▶ **WORK TO COMPLETE**:
The answer must be an exact copy of every entry, with no pictures in it.

▶ **DATASET EXCERPTS**:
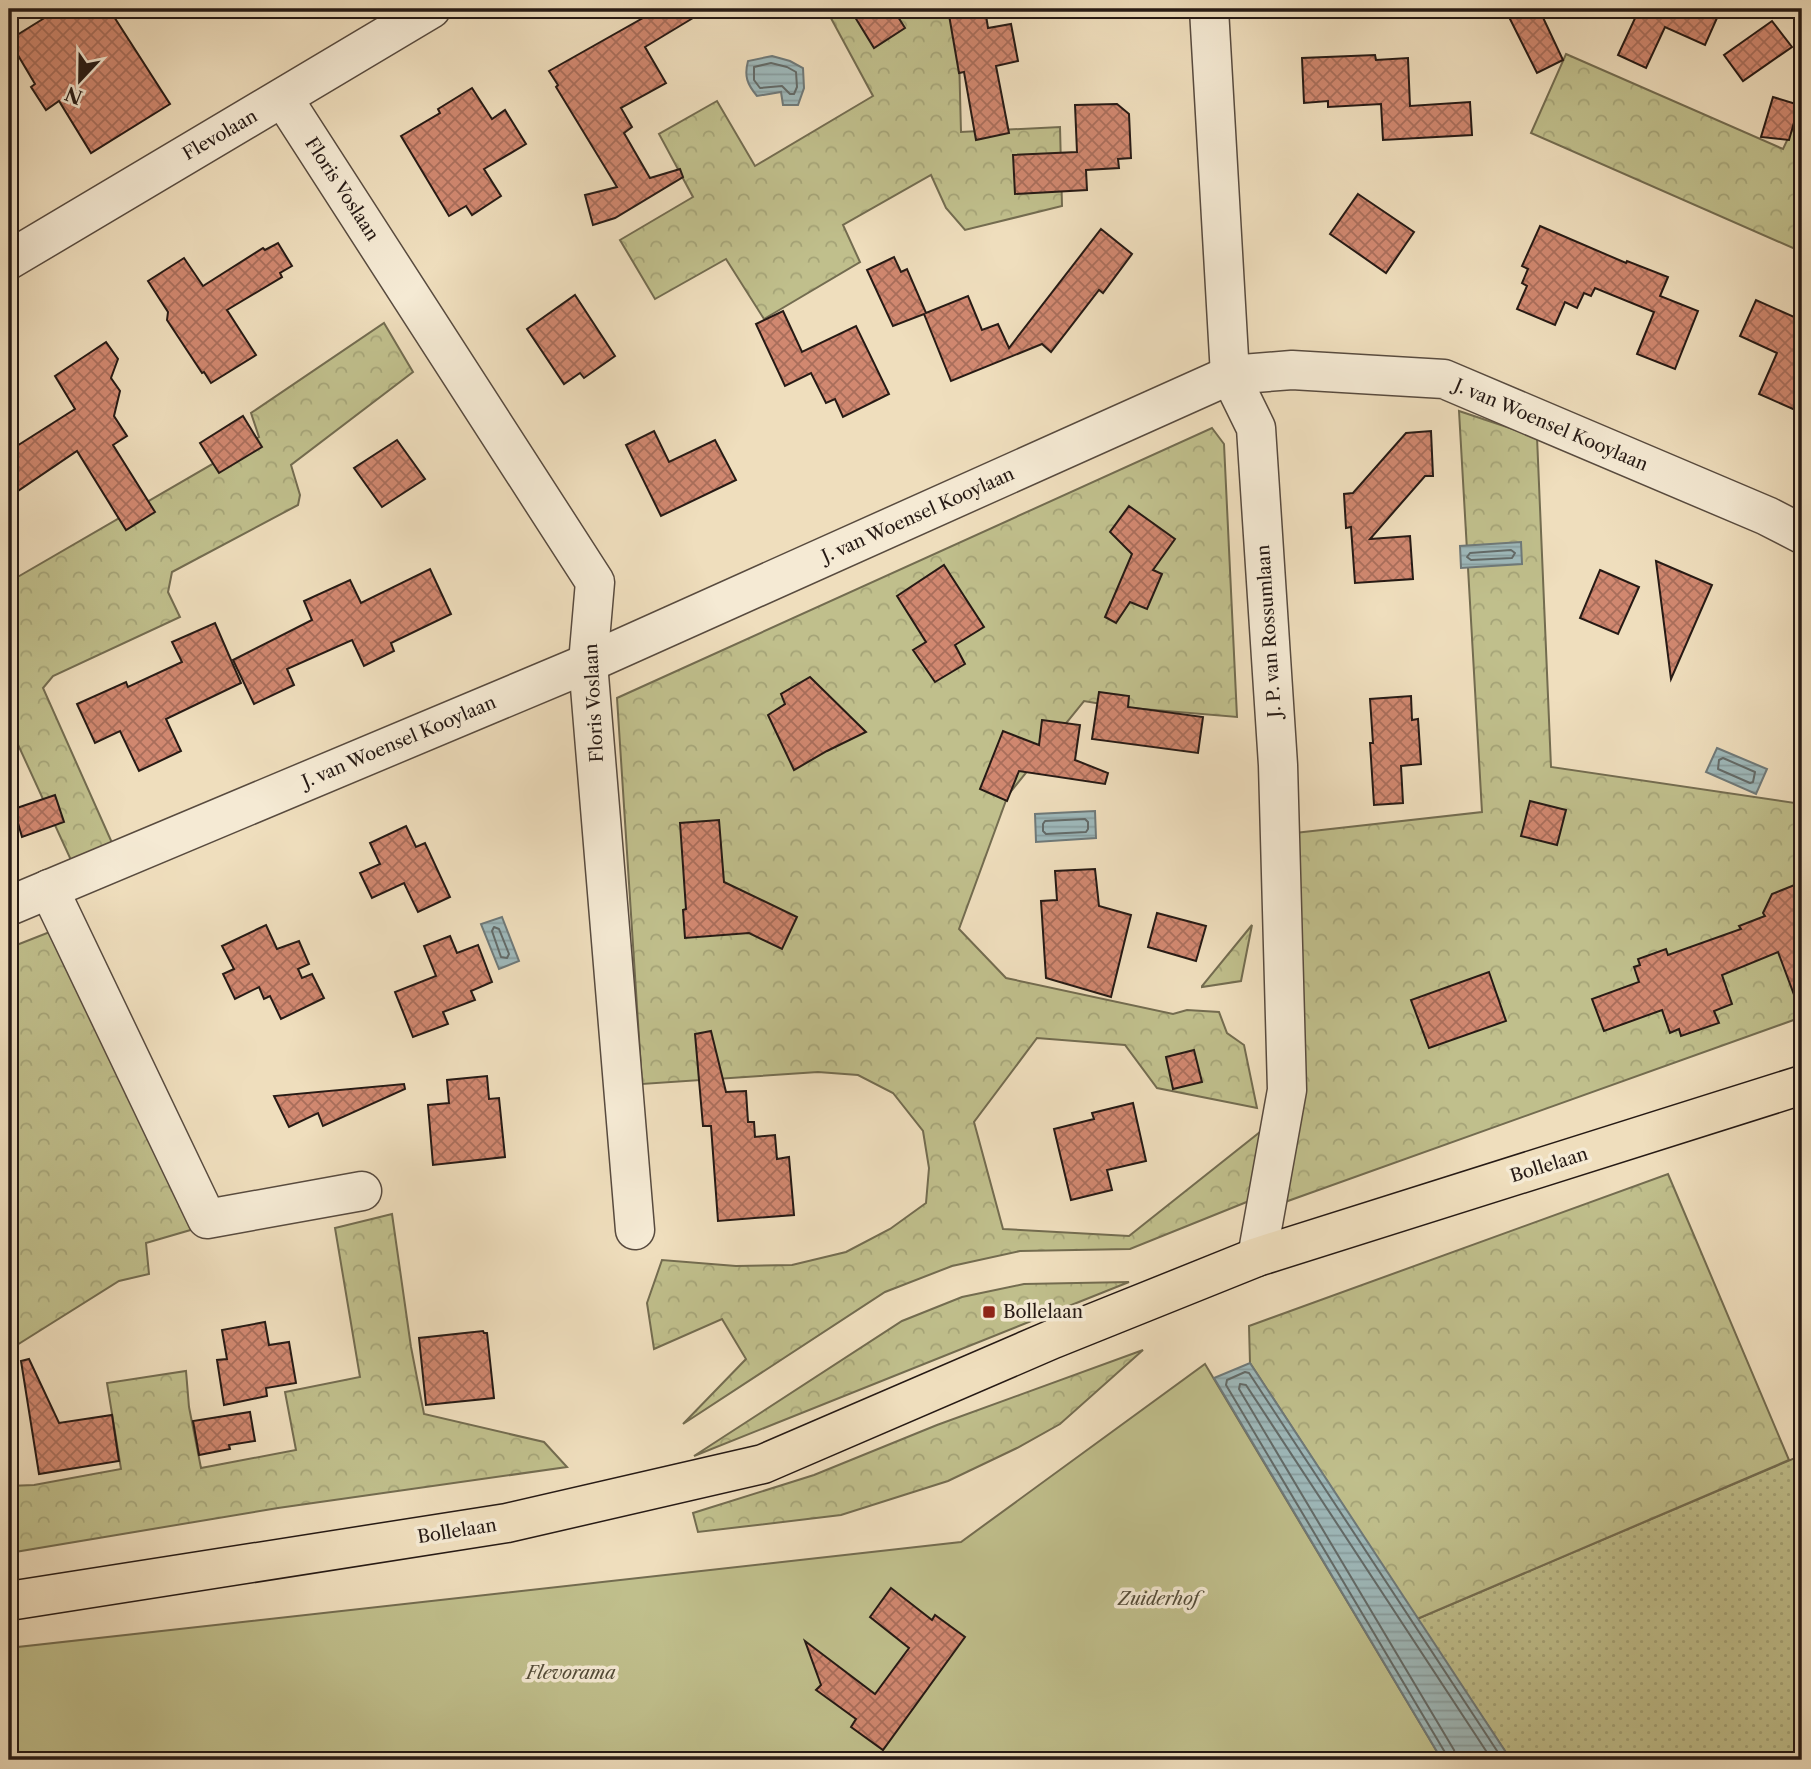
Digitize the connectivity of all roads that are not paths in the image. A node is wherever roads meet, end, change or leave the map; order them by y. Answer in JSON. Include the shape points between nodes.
{"nodes":[{"id":1,"x":431,"y":9,"type":"edge"},
{"id":2,"x":1209,"y":9,"type":"edge"},
{"id":3,"x":283,"y":98,"type":"junction"},
{"id":4,"x":9,"y":260,"type":"edge"},
{"id":5,"x":1230,"y":375,"type":"junction"},
{"id":6,"x":1802,"y":534,"type":"edge"},
{"id":7,"x":588,"y":663,"type":"junction"},
{"id":8,"x":49,"y":889,"type":"junction"},
{"id":9,"x":9,"y":906,"type":"edge"},
{"id":10,"x":1802,"y":1085,"type":"edge"},
{"id":11,"x":362,"y":1191,"type":"dead end"},
{"id":12,"x":635,"y":1230,"type":"dead end"},
{"id":13,"x":1257,"y":1257,"type":"junction"},
{"id":14,"x":9,"y":1601,"type":"edge"}],
"edges":[{"from":1,"to":3,"type":"street","name":"Flevolaan"},
{"from":2,"to":5,"type":"street","name":"J. P. van Rossumlaan"},
{"from":3,"to":4,"type":"street","name":"Flevolaan"},
{"from":3,"to":7,"type":"street","name":"Floris Voslaan","via":[[595,582]]},
{"from":5,"to":6,"type":"street","name":"J. van Woensel Kooylaan","via":[[1292,370],[1444,379]]},
{"from":5,"to":7,"type":"street","name":"J. van Woensel Kooylaan"},
{"from":5,"to":13,"type":"street","name":"J. P. van Rossumlaan","via":[[1256,428],[1278,765],[1287,1090]]},
{"from":7,"to":8,"type":"street","name":"J. van Woensel Kooylaan"},
{"from":7,"to":12,"type":"street","name":"Floris Voslaan"},
{"from":8,"to":9,"type":"street","name":"J. van Woensel Kooylaan"},
{"from":8,"to":11,"type":"street","via":[[207,1219]]},
{"from":10,"to":13,"type":"main road","name":"Bollelaan"},
{"from":13,"to":14,"type":"main road","name":"Bollelaan","via":[[764,1464],[507,1523]]}]}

▶ **REPLY TO THE EXERCISE**:
Digitize the connectivity of all roads that are not paths in the image. A node is wherever roads meet, end, change or leave the map; order them by y. Answer in JSON. Include the shape points between nodes.
{"nodes":[{"id":1,"x":431,"y":9,"type":"edge"},
{"id":2,"x":1209,"y":9,"type":"edge"},
{"id":3,"x":283,"y":98,"type":"junction"},
{"id":4,"x":9,"y":260,"type":"edge"},
{"id":5,"x":1230,"y":375,"type":"junction"},
{"id":6,"x":1802,"y":534,"type":"edge"},
{"id":7,"x":588,"y":663,"type":"junction"},
{"id":8,"x":49,"y":889,"type":"junction"},
{"id":9,"x":9,"y":906,"type":"edge"},
{"id":10,"x":1802,"y":1085,"type":"edge"},
{"id":11,"x":362,"y":1191,"type":"dead end"},
{"id":12,"x":635,"y":1230,"type":"dead end"},
{"id":13,"x":1257,"y":1257,"type":"junction"},
{"id":14,"x":9,"y":1601,"type":"edge"}],
"edges":[{"from":1,"to":3,"type":"street","name":"Flevolaan"},
{"from":2,"to":5,"type":"street","name":"J. P. van Rossumlaan"},
{"from":3,"to":4,"type":"street","name":"Flevolaan"},
{"from":3,"to":7,"type":"street","name":"Floris Voslaan","via":[[595,582]]},
{"from":5,"to":6,"type":"street","name":"J. van Woensel Kooylaan","via":[[1292,370],[1444,379]]},
{"from":5,"to":7,"type":"street","name":"J. van Woensel Kooylaan"},
{"from":5,"to":13,"type":"street","name":"J. P. van Rossumlaan","via":[[1256,428],[1278,765],[1287,1090]]},
{"from":7,"to":8,"type":"street","name":"J. van Woensel Kooylaan"},
{"from":7,"to":12,"type":"street","name":"Floris Voslaan"},
{"from":8,"to":9,"type":"street","name":"J. van Woensel Kooylaan"},
{"from":8,"to":11,"type":"street","via":[[207,1219]]},
{"from":10,"to":13,"type":"main road","name":"Bollelaan"},
{"from":13,"to":14,"type":"main road","name":"Bollelaan","via":[[764,1464],[507,1523]]}]}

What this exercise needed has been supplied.